* _Records shown_

----------------------------------------

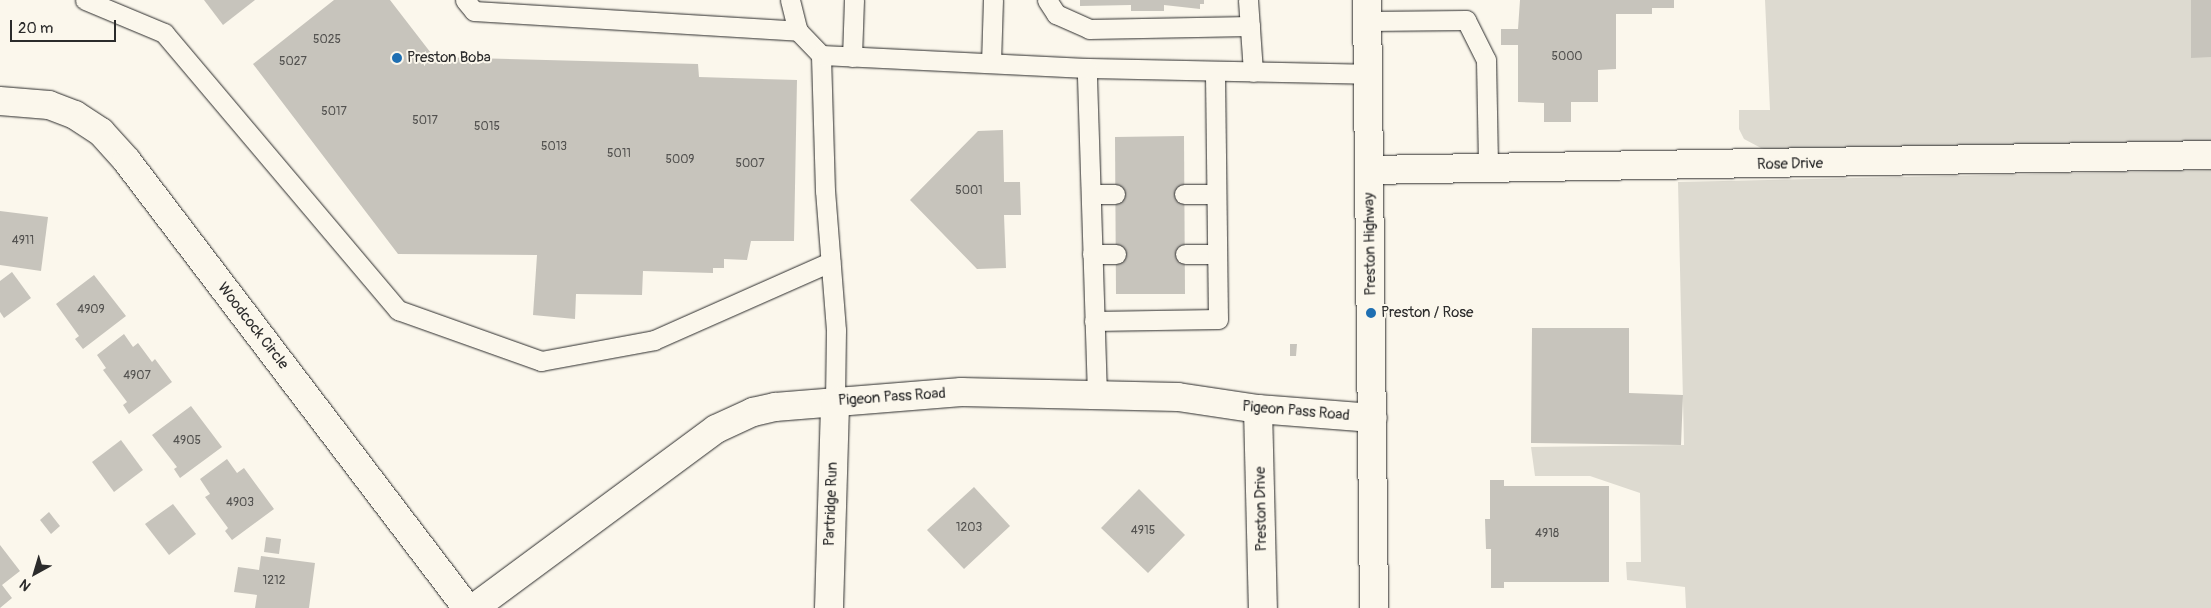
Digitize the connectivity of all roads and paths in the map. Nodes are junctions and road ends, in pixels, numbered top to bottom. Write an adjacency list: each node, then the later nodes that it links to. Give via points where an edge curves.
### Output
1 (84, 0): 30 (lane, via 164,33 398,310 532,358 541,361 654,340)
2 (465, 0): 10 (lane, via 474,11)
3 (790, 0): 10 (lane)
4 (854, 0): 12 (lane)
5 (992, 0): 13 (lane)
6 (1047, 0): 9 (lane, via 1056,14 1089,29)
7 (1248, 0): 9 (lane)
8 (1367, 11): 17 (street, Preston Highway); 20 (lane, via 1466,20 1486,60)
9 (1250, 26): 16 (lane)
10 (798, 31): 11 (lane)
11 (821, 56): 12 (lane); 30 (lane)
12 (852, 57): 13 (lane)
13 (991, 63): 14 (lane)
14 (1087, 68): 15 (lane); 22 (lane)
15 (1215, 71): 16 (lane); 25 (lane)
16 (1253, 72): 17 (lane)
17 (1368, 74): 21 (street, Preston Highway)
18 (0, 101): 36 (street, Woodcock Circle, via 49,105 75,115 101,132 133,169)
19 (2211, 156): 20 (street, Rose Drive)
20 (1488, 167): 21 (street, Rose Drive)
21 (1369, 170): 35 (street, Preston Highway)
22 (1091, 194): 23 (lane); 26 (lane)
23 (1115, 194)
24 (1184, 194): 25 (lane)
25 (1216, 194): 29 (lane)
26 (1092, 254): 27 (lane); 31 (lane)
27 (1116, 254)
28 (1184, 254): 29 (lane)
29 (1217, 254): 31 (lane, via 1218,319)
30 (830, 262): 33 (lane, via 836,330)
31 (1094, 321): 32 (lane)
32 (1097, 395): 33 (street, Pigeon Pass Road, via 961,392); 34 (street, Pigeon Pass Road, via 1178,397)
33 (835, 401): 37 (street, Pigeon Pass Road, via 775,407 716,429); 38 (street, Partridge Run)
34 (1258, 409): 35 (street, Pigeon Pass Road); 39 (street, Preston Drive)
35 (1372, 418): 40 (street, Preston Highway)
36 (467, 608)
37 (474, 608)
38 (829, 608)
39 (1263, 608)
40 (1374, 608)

----------------------------------------

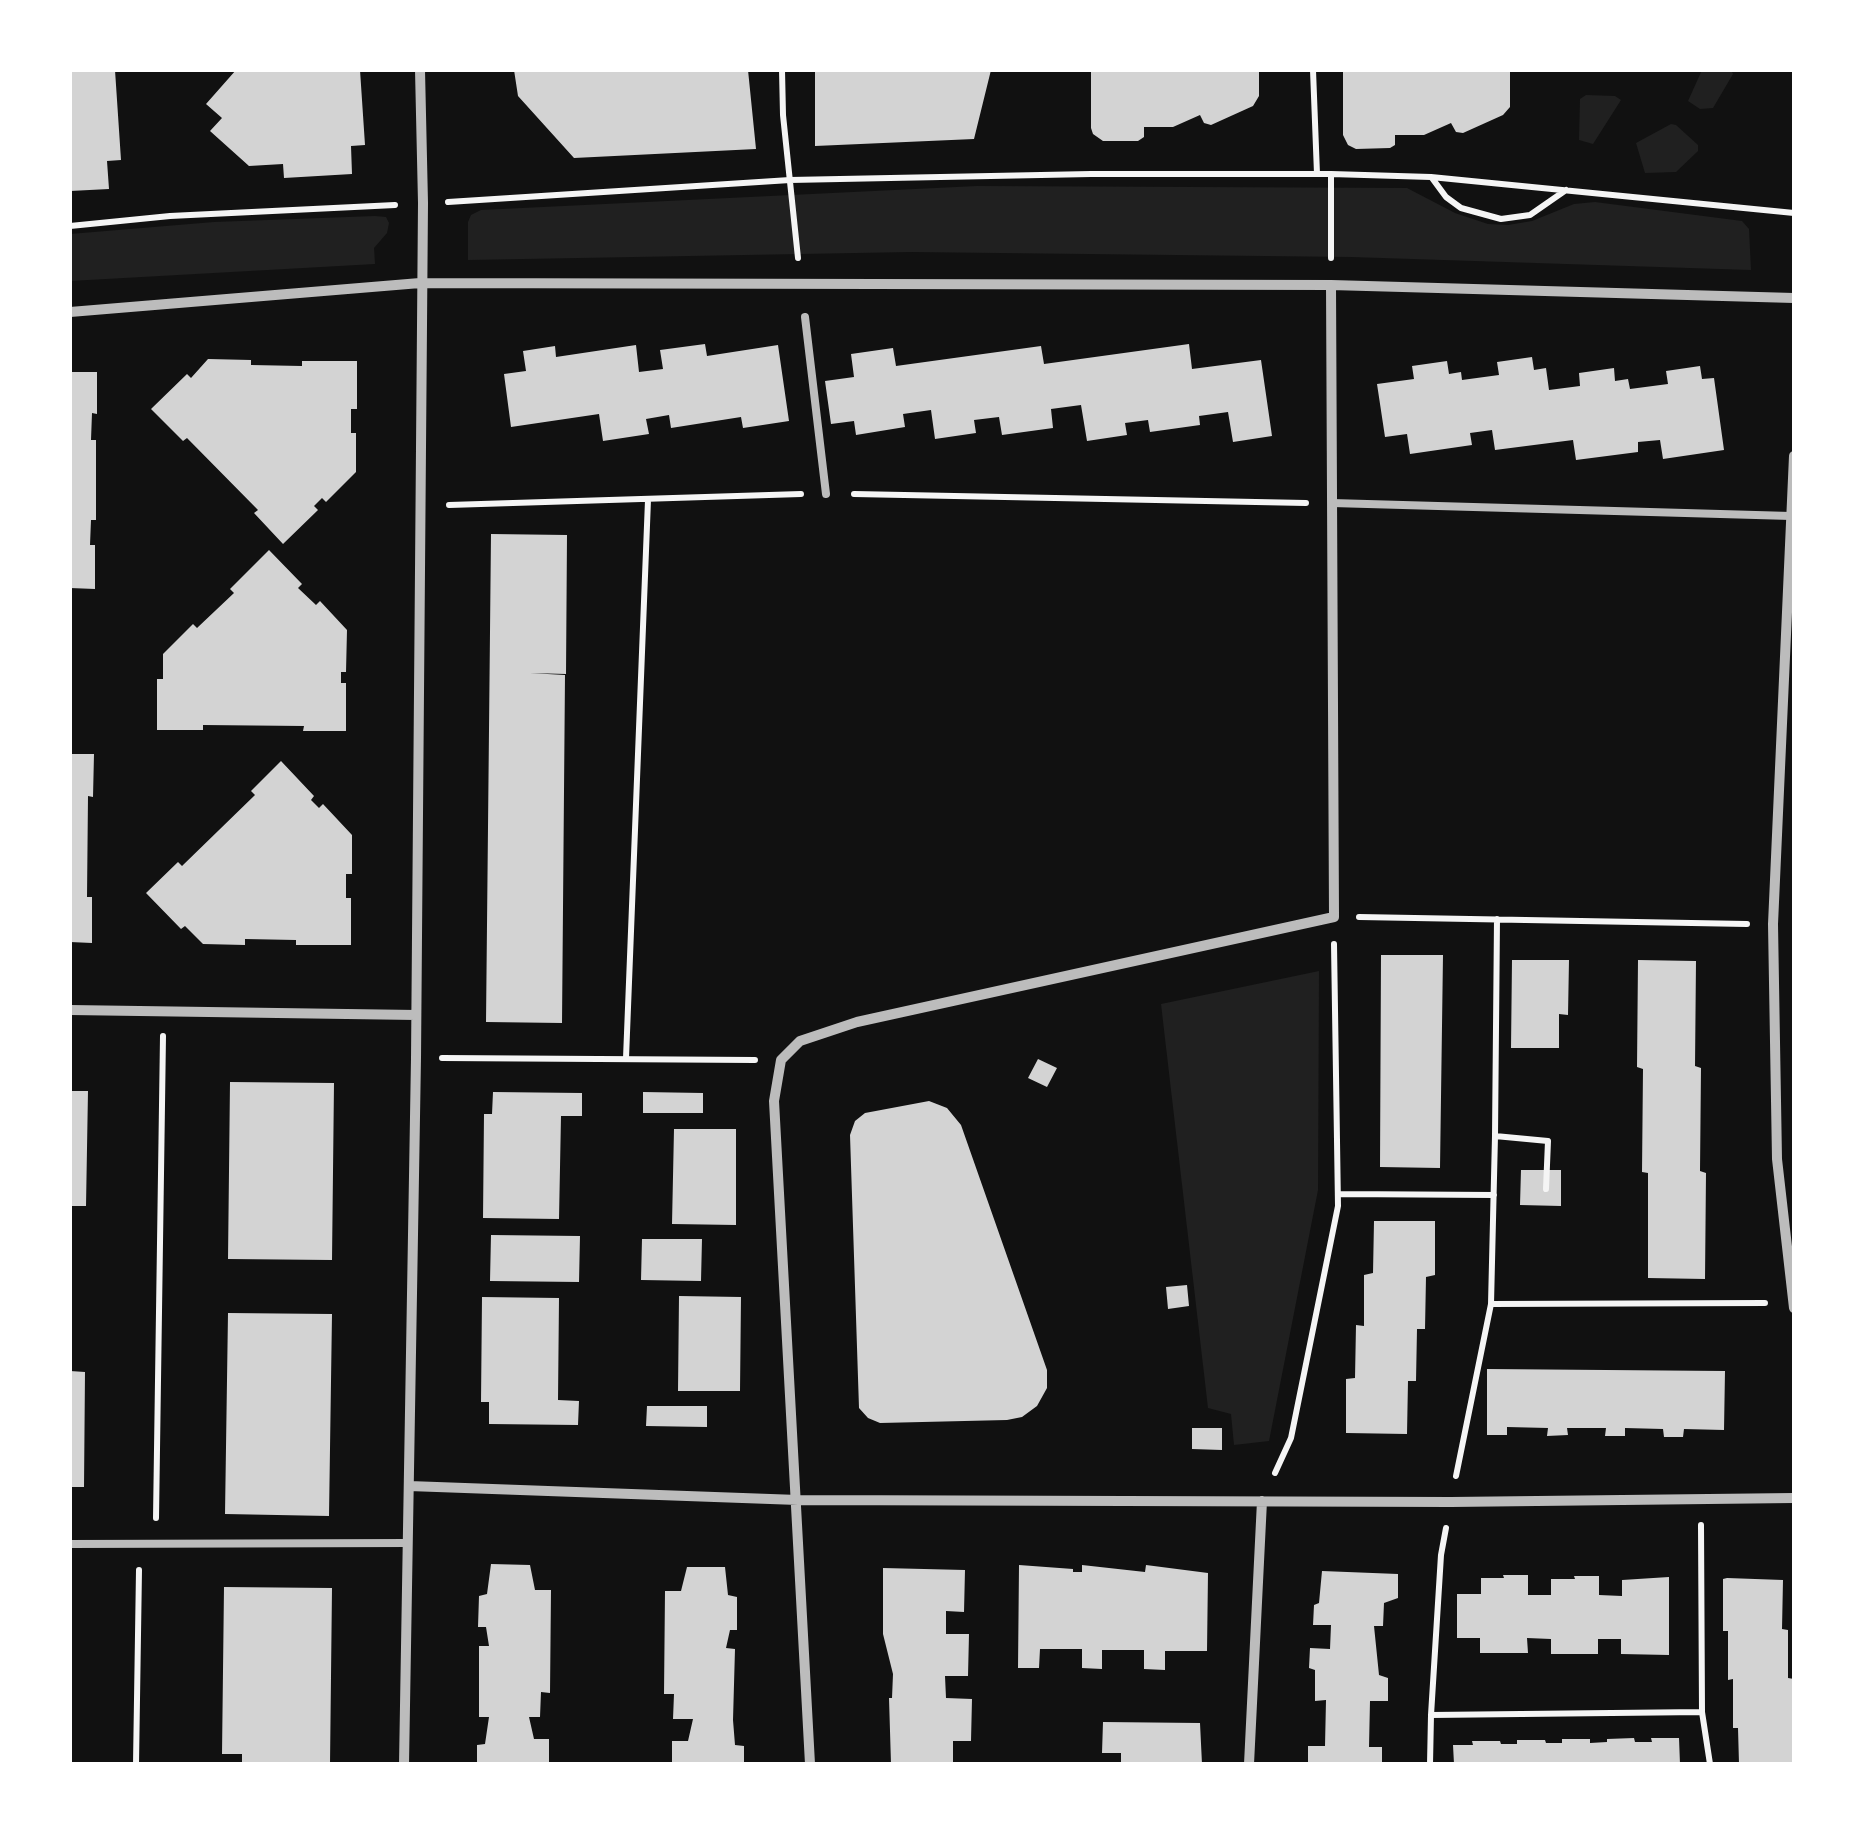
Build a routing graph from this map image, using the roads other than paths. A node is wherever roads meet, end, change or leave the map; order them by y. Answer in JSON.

----------------------------------------

* _Problem details_
Whenever the word "paths" shows up in a line of the entries above, copy that line.

* _Response area_
Digitize the connectivity of all roads and paths in the map. Nodes are junctions and road ends, in pixels, numbered top to bottom. Write an adjacency list: each node, then the later nodes that it links to. Give via points where an edge curves.
Build a routing graph from this map image, using the roads other than paths. A node is wherever roads meet, end, change or leave the map; order them by y. Answer in JSON.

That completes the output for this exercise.